[Instructions to follow]
Each record that comes next should be output exactly; pictures do not belong in the copy.

### Records

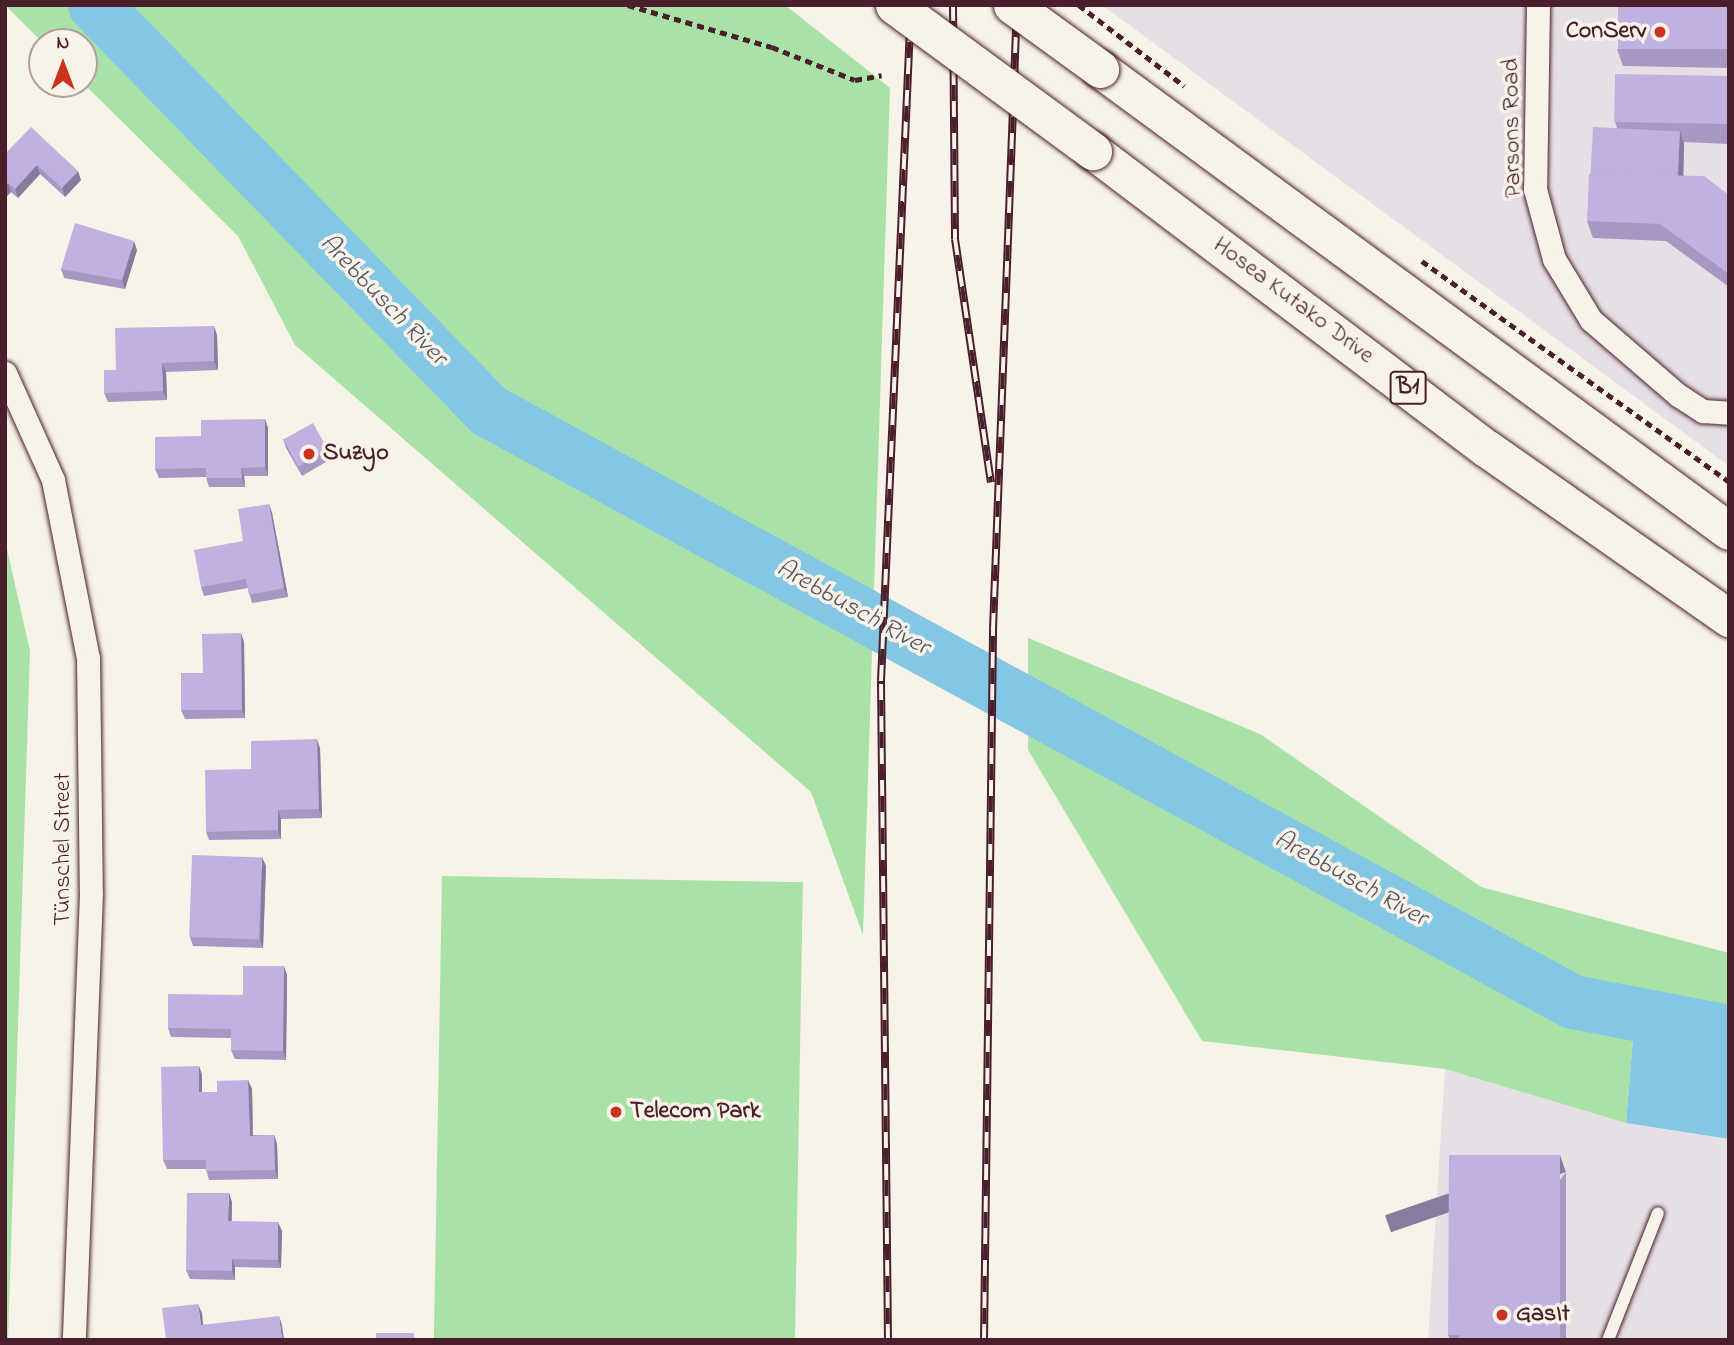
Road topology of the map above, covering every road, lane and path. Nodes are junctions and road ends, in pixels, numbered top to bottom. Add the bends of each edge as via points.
1 (628, 5) edge
2 (894, 5) edge
3 (1012, 5) edge
4 (1079, 5) edge
5 (1538, 5) edge
6 (882, 75) dead end
7 (1187, 88) dead end
8 (1414, 254) dead end
9 (5, 373) edge
10 (1729, 413) edge
11 (1729, 482) edge
12 (1729, 531) edge
13 (1729, 618) edge
14 (1658, 1213) dead end
15 (74, 1340) edge
16 (1608, 1340) edge

1 - 6 path via 772,47 855,80
2 - 13 main road, Hosea Kutako Drive / B1, bridge via 1486,448
3 - 12 main road, bridge
4 - 7 path
5 - 10 street, Parsons Road via 1535,189 1554,259 1591,320 1678,395 1703,411
8 - 11 path
9 - 15 street, Tünschel Street via 53,480 88,659 91,893
14 - 16 lane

######

[Solution to this problem]
Road topology of the map above, covering every road, lane and path. Nodes are junctions and road ends, in pixels, numbered top to bottom. Add the bends of each edge as via points.
1 (628, 5) edge
2 (894, 5) edge
3 (1012, 5) edge
4 (1079, 5) edge
5 (1538, 5) edge
6 (882, 75) dead end
7 (1187, 88) dead end
8 (1414, 254) dead end
9 (5, 373) edge
10 (1729, 413) edge
11 (1729, 482) edge
12 (1729, 531) edge
13 (1729, 618) edge
14 (1658, 1213) dead end
15 (74, 1340) edge
16 (1608, 1340) edge

1 - 6 path via 772,47 855,80
2 - 13 main road, Hosea Kutako Drive / B1, bridge via 1486,448
3 - 12 main road, bridge
4 - 7 path
5 - 10 street, Parsons Road via 1535,189 1554,259 1591,320 1678,395 1703,411
8 - 11 path
9 - 15 street, Tünschel Street via 53,480 88,659 91,893
14 - 16 lane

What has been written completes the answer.